── RECORDS FOR THE EXERCISE

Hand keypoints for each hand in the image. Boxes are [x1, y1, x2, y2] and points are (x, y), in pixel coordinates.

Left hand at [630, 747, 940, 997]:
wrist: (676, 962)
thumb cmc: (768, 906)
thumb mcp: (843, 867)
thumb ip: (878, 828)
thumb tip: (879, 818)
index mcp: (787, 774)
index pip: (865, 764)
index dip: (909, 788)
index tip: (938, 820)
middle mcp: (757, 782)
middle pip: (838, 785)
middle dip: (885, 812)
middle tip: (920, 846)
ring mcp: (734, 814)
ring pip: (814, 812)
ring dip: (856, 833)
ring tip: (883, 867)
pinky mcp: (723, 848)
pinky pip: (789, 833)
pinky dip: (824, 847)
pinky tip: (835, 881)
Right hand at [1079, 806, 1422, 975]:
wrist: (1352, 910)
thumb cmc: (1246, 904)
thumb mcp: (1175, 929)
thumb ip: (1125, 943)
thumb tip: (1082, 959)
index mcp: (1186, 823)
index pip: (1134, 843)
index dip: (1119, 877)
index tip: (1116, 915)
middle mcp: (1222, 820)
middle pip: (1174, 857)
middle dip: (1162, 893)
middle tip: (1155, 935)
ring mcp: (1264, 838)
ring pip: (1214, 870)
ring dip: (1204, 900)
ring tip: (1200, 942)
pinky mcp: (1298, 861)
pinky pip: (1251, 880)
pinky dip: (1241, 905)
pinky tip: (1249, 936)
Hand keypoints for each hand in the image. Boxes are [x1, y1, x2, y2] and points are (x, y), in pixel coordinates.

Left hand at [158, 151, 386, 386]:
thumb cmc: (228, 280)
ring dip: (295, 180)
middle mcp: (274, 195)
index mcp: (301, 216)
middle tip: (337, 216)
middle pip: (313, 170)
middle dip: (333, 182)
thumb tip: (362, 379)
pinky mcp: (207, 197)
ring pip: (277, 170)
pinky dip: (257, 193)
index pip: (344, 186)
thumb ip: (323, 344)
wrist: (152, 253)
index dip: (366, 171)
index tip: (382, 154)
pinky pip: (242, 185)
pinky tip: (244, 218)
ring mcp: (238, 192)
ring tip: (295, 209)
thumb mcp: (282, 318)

────
── RECORDS FOR THE EXERCISE

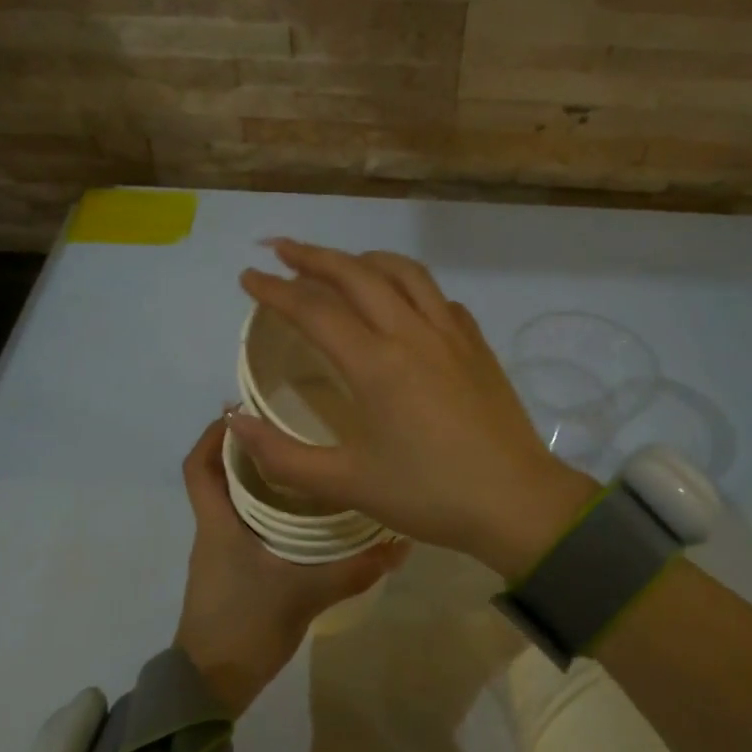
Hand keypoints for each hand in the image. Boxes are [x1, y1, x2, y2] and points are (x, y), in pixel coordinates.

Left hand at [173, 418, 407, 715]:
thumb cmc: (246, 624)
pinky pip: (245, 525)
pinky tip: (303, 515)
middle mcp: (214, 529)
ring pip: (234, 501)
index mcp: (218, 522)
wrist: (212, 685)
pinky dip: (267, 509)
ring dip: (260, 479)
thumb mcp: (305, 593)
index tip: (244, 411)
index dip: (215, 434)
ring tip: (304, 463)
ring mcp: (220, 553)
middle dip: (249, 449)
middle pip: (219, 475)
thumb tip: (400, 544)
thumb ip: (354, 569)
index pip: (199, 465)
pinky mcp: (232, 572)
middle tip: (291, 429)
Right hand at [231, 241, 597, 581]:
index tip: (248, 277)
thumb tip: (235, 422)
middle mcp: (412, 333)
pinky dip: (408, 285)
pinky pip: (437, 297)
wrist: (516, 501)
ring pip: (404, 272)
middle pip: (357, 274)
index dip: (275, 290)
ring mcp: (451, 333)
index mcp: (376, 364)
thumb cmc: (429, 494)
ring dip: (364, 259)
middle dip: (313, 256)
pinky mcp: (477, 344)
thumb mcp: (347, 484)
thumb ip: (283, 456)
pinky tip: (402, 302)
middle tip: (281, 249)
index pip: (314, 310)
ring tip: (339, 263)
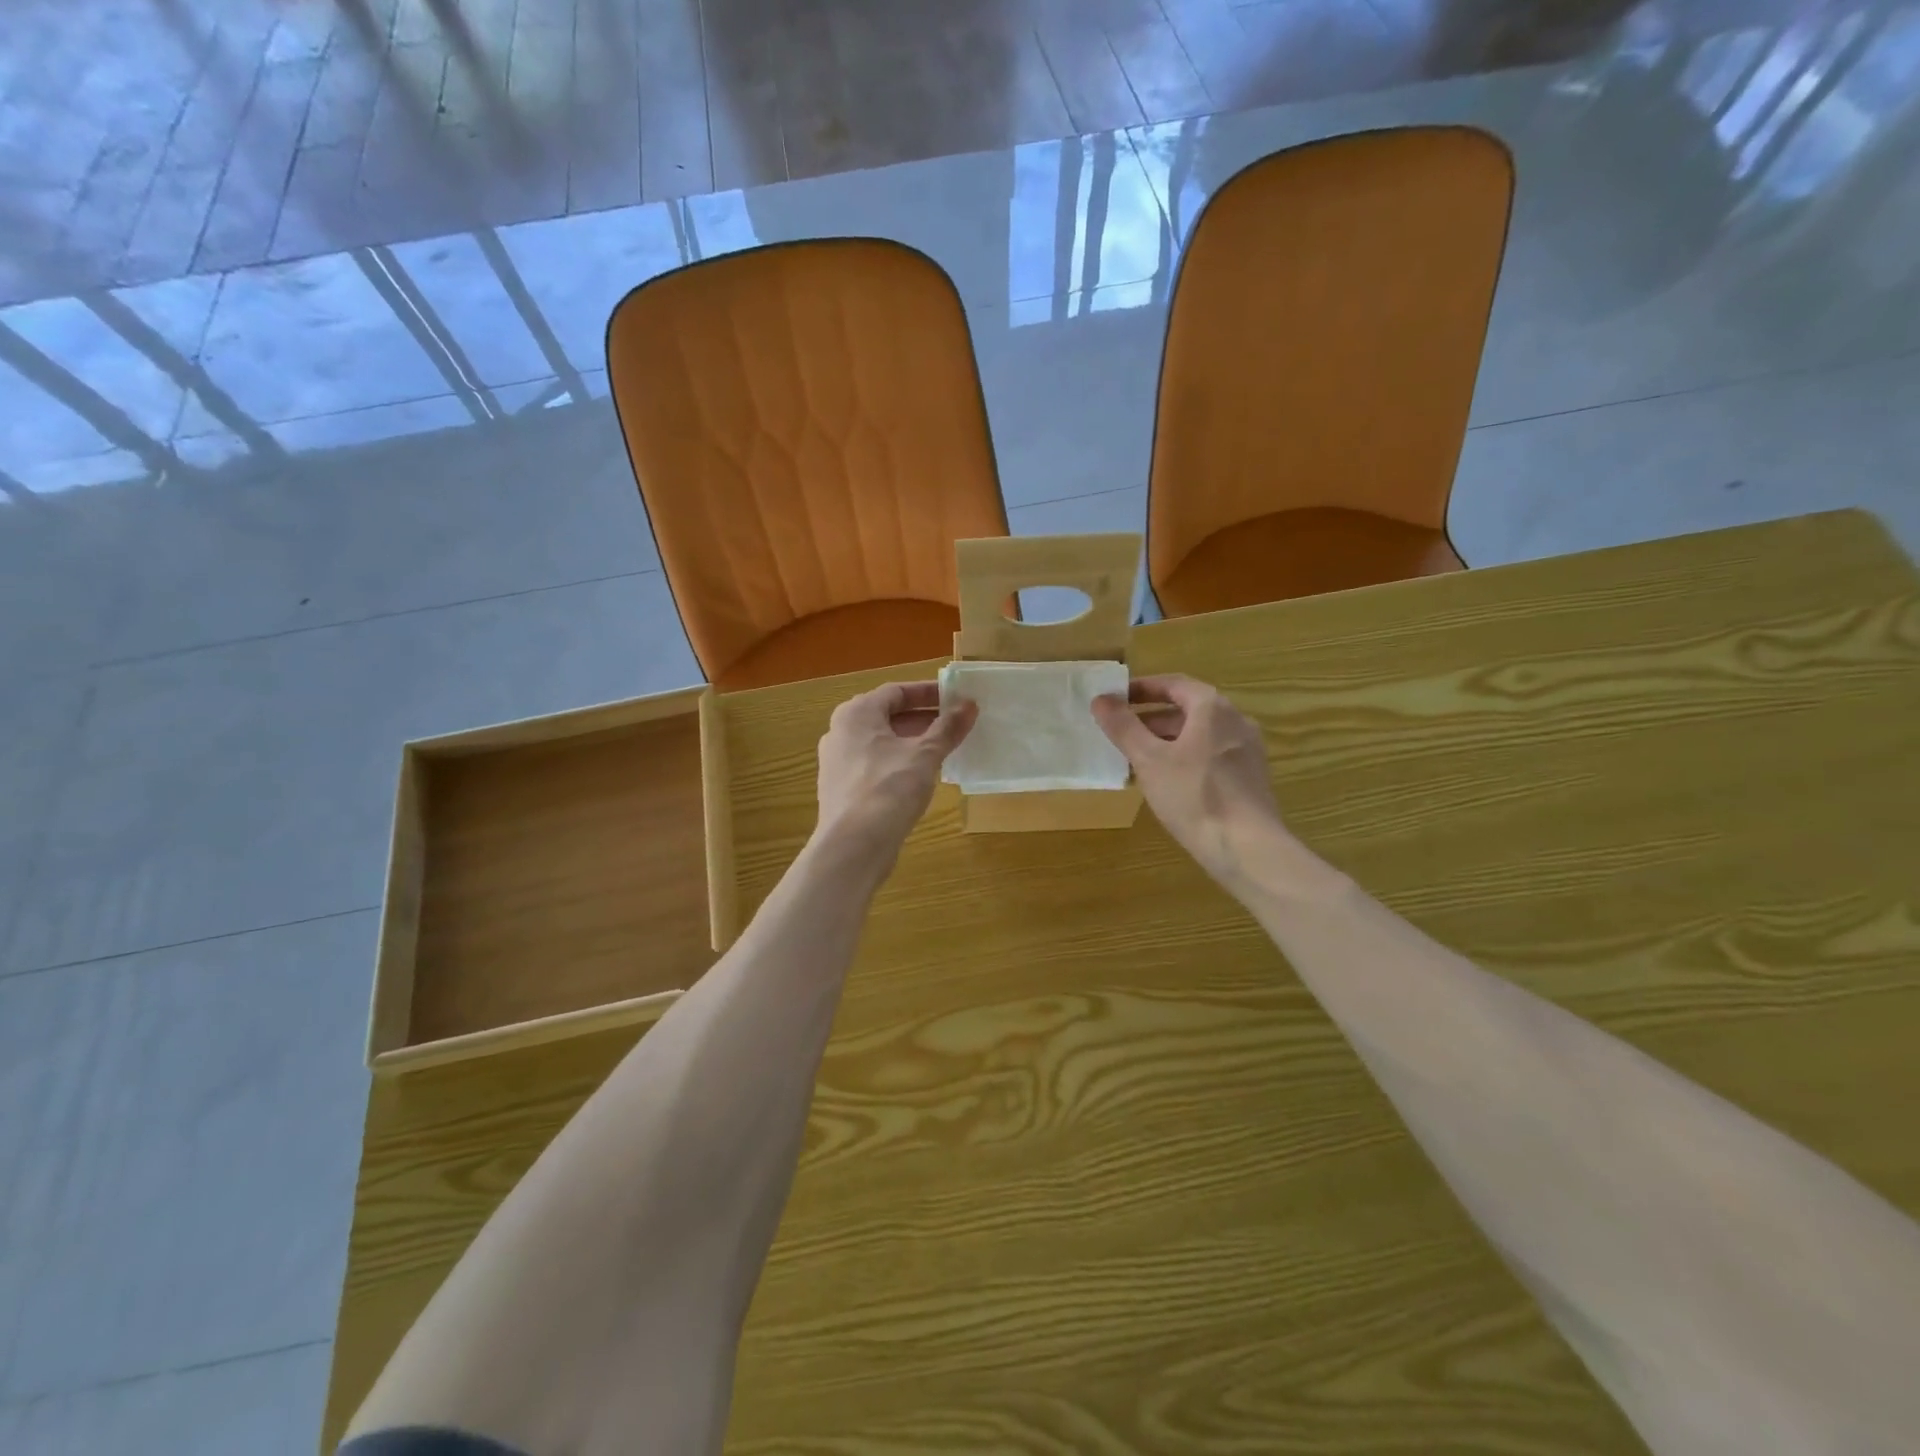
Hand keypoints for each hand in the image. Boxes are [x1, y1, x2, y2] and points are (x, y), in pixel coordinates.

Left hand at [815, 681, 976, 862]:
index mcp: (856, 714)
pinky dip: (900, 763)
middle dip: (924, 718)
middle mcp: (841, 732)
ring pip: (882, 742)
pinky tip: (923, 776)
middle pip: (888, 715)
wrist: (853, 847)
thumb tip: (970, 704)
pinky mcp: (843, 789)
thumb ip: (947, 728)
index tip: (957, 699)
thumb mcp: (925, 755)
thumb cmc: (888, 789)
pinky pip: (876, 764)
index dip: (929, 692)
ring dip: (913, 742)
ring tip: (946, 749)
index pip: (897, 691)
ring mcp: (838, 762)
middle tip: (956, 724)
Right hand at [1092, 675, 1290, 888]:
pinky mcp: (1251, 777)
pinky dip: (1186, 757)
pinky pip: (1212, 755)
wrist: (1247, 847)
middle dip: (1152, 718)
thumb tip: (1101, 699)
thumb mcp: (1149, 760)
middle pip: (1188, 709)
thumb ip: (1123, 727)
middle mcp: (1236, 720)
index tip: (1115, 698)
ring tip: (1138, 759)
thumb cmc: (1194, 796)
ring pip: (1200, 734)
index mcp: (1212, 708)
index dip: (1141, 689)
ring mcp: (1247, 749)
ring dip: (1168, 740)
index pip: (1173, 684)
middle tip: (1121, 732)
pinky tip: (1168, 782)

────
── RECORDS FOR THE EXERCISE

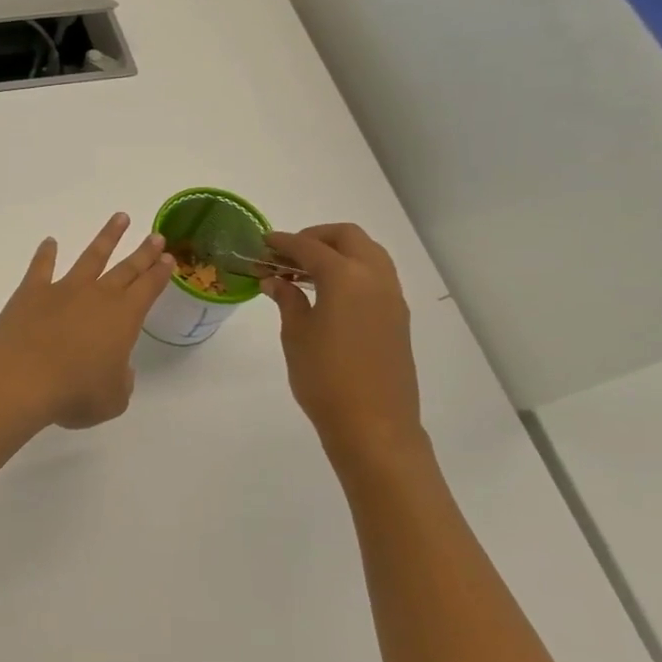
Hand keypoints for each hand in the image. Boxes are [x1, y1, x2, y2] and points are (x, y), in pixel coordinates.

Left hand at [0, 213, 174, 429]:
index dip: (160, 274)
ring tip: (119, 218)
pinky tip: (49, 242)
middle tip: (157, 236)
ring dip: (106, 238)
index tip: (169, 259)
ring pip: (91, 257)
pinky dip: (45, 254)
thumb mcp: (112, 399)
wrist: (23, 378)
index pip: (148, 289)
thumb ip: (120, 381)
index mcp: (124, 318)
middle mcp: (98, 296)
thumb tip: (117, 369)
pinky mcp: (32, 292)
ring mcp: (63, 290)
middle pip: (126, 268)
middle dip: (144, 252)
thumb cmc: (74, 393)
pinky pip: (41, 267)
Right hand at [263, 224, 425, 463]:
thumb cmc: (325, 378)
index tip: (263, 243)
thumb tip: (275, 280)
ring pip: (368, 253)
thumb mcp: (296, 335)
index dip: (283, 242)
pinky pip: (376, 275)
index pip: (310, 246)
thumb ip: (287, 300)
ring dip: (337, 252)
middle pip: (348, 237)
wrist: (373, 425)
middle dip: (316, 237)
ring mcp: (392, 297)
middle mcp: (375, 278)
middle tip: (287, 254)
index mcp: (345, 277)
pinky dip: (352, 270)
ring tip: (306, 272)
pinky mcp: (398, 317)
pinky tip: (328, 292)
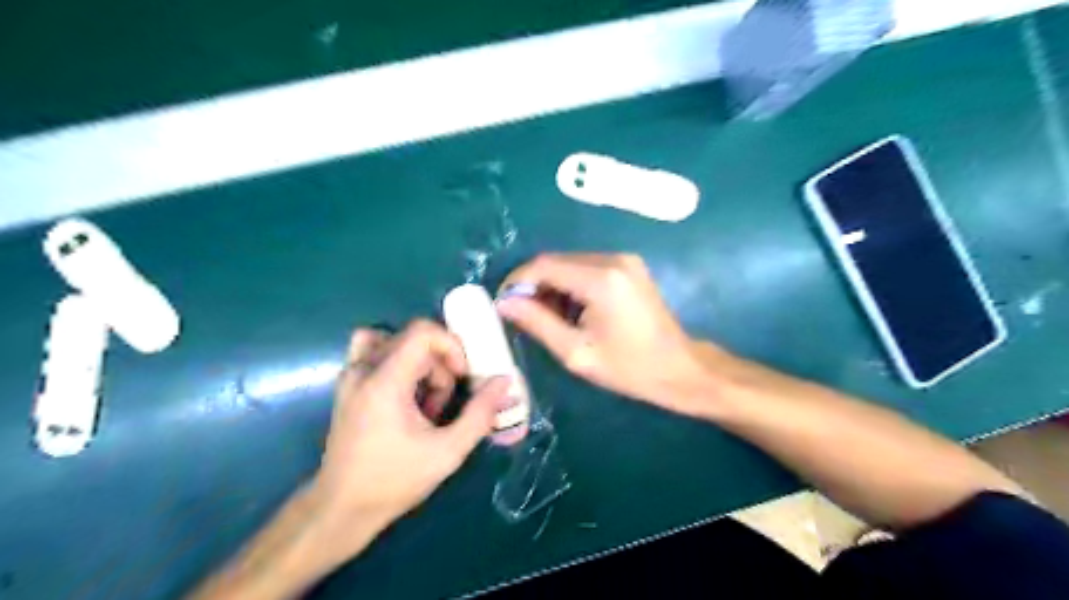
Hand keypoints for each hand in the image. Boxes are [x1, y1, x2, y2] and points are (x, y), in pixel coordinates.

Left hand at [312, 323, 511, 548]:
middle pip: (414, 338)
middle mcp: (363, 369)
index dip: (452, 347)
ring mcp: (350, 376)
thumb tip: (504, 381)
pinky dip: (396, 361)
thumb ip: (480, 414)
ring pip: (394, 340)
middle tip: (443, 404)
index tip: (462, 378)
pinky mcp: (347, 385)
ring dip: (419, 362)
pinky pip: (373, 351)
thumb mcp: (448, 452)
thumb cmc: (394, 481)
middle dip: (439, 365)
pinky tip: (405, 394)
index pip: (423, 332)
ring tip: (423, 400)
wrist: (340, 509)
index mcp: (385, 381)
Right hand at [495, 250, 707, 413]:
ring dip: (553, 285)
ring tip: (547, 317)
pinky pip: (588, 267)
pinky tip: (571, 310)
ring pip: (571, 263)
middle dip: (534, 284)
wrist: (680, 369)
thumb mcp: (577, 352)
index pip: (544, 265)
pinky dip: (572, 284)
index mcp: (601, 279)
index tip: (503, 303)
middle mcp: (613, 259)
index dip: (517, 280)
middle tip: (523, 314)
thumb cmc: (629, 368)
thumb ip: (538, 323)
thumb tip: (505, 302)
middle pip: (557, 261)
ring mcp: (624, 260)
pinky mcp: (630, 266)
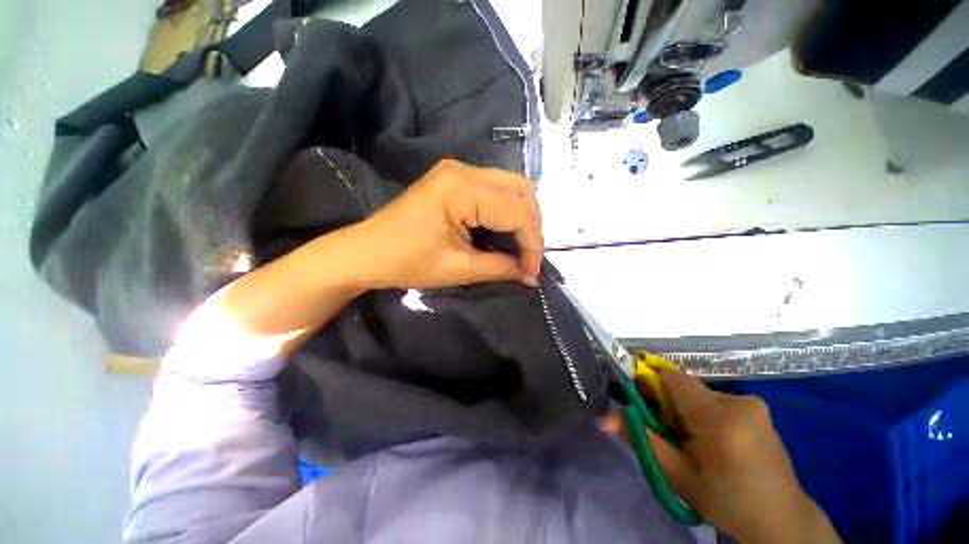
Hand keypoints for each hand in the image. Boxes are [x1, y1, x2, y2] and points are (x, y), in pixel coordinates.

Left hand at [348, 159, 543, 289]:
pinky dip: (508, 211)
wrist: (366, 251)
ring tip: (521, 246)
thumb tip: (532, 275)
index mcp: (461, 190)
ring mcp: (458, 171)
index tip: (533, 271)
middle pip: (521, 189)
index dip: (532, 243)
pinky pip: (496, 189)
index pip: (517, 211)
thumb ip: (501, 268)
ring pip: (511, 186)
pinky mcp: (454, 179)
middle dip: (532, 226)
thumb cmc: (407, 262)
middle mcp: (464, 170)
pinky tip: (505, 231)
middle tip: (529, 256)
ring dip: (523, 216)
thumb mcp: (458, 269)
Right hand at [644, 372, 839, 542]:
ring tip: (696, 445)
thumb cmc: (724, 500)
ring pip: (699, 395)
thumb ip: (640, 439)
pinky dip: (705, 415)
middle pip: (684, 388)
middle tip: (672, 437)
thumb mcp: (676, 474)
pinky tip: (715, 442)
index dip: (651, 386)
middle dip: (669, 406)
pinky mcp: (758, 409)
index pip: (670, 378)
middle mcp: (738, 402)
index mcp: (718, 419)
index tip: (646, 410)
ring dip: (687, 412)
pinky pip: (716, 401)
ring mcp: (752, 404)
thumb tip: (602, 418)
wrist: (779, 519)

────

TASK INSTRUCTIONS: In the records above, some lines may contain the word "Left"; copy every one of them.

RESULT OF THIS TASK:
Left hand at [630, 747, 940, 997]:
Left hand at [158, 151, 386, 386]:
Left hand at [173, 418, 407, 715]:
Left hand at [815, 681, 976, 862]:
Left hand at [0, 213, 174, 429]:
Left hand at [312, 323, 511, 548]:
Left hand at [348, 159, 543, 289]:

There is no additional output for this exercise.